Given information below:

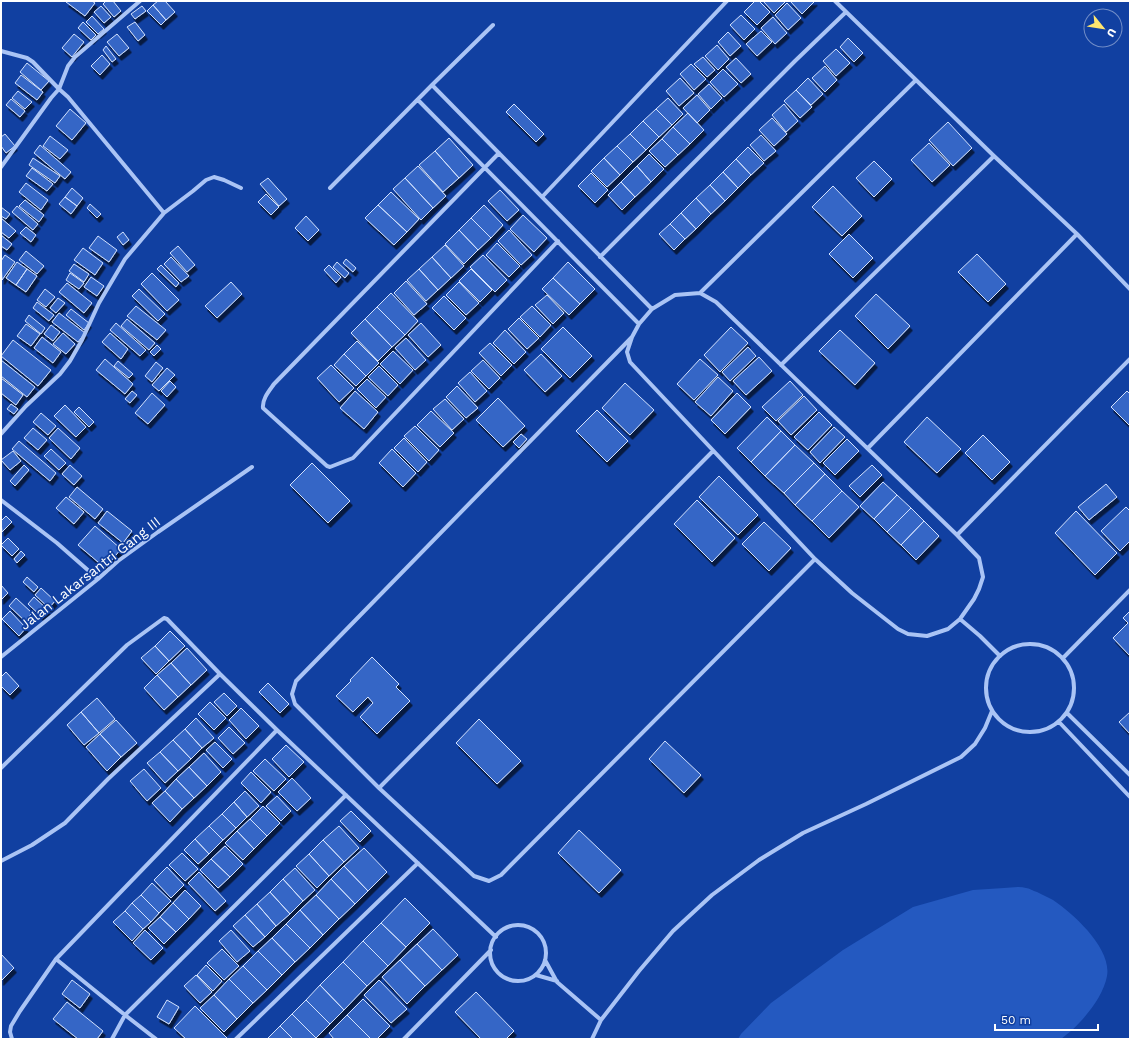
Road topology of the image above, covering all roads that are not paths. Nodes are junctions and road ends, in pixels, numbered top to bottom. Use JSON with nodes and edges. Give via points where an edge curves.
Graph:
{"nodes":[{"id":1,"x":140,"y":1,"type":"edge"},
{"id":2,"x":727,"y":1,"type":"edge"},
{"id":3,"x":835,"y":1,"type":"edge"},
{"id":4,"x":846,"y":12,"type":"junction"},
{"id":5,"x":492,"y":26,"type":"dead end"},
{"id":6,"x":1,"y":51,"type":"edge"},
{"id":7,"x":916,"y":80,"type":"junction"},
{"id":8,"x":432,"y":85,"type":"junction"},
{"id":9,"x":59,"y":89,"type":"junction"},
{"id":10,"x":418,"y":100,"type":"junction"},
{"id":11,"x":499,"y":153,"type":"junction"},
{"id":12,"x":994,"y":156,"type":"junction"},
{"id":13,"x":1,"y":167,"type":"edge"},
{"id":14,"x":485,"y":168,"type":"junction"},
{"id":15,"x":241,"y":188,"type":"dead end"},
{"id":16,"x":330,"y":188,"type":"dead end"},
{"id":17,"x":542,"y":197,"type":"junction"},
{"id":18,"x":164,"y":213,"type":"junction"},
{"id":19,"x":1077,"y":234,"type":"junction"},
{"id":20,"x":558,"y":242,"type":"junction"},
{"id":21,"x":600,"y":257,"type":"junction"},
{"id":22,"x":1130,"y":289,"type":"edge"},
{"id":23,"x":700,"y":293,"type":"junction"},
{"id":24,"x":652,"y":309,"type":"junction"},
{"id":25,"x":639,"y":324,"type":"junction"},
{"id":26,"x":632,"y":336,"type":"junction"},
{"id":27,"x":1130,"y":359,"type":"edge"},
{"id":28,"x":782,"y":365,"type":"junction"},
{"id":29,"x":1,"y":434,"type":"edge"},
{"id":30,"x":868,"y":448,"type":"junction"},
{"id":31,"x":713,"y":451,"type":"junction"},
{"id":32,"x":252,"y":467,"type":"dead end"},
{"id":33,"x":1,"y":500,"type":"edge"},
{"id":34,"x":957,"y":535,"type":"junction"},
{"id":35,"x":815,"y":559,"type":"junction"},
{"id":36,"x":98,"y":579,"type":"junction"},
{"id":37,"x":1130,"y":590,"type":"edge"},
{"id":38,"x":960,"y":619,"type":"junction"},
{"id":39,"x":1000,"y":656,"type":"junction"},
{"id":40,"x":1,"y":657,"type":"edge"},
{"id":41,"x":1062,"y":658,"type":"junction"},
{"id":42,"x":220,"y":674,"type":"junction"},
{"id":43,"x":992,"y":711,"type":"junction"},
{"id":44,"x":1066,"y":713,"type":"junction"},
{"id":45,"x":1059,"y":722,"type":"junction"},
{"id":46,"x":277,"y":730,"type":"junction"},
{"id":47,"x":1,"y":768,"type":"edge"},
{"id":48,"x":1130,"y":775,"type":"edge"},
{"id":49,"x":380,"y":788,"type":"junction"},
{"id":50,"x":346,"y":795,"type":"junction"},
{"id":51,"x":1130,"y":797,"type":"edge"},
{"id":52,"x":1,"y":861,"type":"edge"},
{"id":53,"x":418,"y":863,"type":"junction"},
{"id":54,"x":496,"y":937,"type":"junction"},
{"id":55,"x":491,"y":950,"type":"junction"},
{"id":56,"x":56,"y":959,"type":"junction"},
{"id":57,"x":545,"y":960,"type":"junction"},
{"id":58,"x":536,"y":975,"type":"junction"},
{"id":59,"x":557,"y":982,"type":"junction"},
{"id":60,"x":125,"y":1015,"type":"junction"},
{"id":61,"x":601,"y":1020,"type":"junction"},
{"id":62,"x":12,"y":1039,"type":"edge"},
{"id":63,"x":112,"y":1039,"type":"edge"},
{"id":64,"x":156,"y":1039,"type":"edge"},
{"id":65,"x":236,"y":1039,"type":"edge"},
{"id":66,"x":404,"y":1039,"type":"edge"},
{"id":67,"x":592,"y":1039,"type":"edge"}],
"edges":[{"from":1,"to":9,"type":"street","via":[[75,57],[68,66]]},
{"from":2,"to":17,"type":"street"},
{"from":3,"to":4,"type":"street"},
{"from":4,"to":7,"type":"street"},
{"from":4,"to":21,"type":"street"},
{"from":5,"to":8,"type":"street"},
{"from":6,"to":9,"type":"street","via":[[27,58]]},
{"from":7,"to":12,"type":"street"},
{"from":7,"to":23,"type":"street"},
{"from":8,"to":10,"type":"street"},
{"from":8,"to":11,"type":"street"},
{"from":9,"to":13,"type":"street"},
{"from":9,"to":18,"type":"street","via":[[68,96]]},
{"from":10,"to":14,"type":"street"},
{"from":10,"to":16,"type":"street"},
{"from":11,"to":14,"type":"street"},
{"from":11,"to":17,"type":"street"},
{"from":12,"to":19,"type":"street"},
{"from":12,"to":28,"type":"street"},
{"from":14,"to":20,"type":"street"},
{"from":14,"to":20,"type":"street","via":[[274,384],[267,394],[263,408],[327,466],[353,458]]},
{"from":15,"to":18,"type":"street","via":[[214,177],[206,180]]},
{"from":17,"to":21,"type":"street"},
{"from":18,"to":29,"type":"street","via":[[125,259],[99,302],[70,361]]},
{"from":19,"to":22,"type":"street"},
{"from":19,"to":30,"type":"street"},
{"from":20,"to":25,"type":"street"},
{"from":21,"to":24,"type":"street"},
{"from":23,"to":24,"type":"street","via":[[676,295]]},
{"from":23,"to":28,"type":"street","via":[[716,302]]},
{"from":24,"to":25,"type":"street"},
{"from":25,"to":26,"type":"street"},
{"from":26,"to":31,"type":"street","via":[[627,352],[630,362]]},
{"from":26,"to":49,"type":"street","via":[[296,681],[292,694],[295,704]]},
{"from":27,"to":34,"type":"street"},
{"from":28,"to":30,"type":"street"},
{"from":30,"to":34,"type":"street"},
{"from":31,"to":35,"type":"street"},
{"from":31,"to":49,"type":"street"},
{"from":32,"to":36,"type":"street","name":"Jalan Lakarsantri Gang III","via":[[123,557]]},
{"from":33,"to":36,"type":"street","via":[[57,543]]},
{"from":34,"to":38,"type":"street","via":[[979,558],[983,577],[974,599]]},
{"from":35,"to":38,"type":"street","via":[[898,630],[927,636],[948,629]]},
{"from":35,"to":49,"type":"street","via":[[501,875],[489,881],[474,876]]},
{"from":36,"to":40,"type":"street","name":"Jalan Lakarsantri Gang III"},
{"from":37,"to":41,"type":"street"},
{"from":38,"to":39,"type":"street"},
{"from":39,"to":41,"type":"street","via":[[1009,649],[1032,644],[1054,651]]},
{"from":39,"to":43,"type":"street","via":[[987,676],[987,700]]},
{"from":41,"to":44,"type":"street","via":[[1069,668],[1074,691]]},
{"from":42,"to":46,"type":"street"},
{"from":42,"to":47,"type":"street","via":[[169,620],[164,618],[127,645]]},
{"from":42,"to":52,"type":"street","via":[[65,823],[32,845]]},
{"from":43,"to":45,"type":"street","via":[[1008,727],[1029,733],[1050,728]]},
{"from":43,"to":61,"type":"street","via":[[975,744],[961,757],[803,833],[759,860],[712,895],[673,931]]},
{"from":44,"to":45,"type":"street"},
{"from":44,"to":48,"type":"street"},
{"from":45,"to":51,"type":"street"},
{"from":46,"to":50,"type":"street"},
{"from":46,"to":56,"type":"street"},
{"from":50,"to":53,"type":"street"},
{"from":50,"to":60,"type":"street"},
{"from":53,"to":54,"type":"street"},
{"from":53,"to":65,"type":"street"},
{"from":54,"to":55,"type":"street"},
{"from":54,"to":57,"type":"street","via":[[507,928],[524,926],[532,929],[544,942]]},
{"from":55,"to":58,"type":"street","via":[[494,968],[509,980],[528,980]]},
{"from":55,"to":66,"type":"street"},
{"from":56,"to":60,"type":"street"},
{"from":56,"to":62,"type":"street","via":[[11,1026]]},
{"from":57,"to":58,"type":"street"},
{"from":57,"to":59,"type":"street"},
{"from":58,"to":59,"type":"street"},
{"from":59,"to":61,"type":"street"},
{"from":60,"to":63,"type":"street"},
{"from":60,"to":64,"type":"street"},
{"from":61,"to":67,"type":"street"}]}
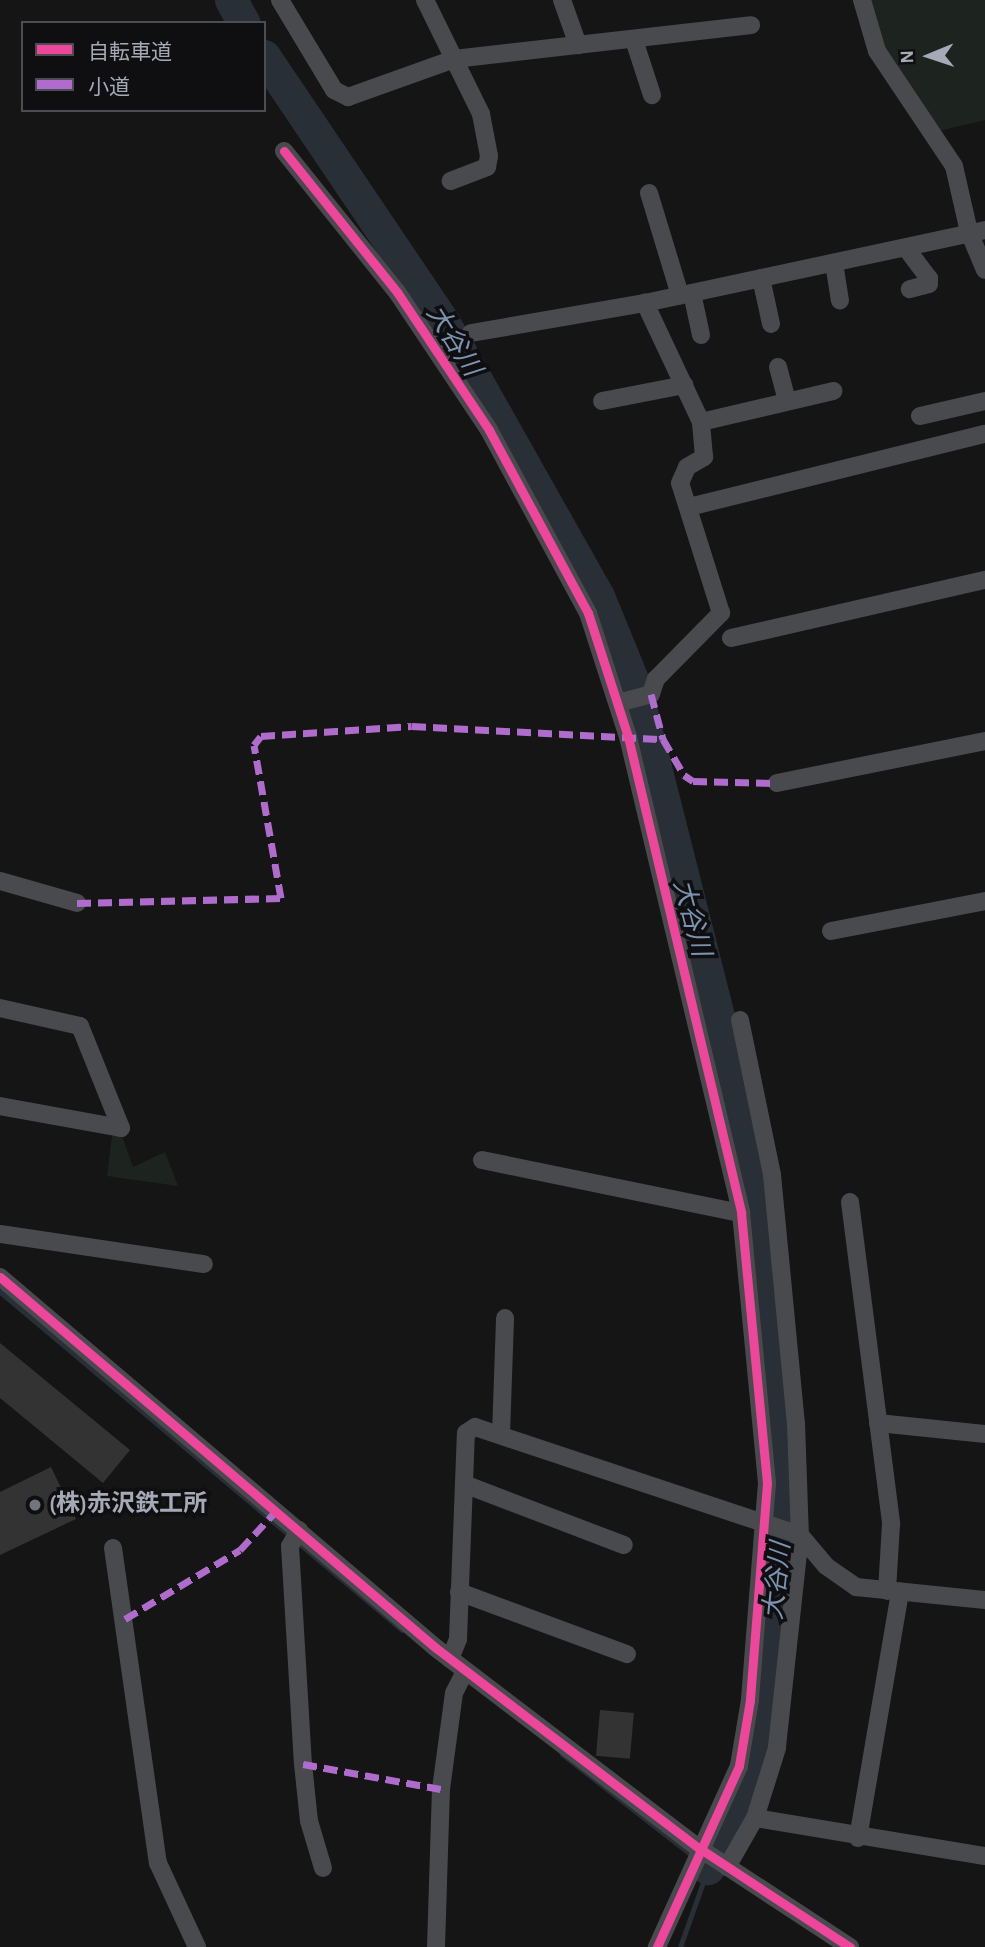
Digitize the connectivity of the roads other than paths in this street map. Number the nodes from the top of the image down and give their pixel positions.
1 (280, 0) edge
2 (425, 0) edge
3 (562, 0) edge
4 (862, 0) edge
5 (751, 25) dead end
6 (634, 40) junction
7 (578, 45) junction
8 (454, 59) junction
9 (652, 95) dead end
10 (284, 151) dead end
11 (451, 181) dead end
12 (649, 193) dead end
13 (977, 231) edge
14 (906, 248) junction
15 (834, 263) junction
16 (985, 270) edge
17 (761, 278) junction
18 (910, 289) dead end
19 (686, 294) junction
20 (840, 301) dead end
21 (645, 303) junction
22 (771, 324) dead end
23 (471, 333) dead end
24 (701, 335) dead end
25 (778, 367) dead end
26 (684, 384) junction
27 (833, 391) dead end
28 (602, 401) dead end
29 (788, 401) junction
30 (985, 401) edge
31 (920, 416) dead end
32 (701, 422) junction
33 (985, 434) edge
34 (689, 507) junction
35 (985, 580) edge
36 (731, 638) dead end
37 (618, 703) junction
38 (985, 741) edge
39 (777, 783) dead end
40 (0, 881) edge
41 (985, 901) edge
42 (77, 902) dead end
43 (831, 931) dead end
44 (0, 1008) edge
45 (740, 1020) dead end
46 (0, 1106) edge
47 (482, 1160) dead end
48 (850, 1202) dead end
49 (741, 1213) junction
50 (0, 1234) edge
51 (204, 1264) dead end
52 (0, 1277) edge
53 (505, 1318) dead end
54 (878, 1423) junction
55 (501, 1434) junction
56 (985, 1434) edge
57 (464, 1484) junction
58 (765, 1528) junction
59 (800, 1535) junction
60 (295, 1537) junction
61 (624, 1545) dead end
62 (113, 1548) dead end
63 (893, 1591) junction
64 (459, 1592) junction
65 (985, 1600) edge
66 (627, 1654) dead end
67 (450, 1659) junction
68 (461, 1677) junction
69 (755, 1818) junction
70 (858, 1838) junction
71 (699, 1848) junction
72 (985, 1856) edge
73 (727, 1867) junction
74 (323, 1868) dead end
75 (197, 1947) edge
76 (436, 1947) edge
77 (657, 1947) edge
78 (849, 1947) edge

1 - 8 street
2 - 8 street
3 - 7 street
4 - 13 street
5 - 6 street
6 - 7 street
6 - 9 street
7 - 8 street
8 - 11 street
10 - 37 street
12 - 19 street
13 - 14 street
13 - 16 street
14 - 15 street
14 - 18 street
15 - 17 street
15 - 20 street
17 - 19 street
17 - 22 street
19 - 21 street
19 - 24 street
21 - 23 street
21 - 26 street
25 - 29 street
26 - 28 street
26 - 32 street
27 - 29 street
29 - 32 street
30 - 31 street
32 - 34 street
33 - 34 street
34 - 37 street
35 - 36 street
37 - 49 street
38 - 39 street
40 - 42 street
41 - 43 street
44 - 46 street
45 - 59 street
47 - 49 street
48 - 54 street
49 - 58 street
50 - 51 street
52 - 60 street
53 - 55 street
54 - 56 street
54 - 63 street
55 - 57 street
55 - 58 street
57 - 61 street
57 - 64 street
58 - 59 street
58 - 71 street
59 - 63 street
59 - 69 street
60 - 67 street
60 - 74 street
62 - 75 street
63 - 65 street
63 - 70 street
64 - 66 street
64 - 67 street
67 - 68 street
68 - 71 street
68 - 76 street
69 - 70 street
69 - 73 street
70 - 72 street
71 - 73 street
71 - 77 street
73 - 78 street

End of Given information.

Where the string "edges" shows up in the listing above, copy the line that holds it.

_Answer to this task_.
Road topology of the image above, covering all roads that are not paths. Nodes are junctions and road ends, in pixels, numbered top to bottom. Use JSON with nodes and edges. Give via points where an edge curves.
"edges":[{"from":1,"to":9,"type":"street","via":[[75,57],[68,66]]},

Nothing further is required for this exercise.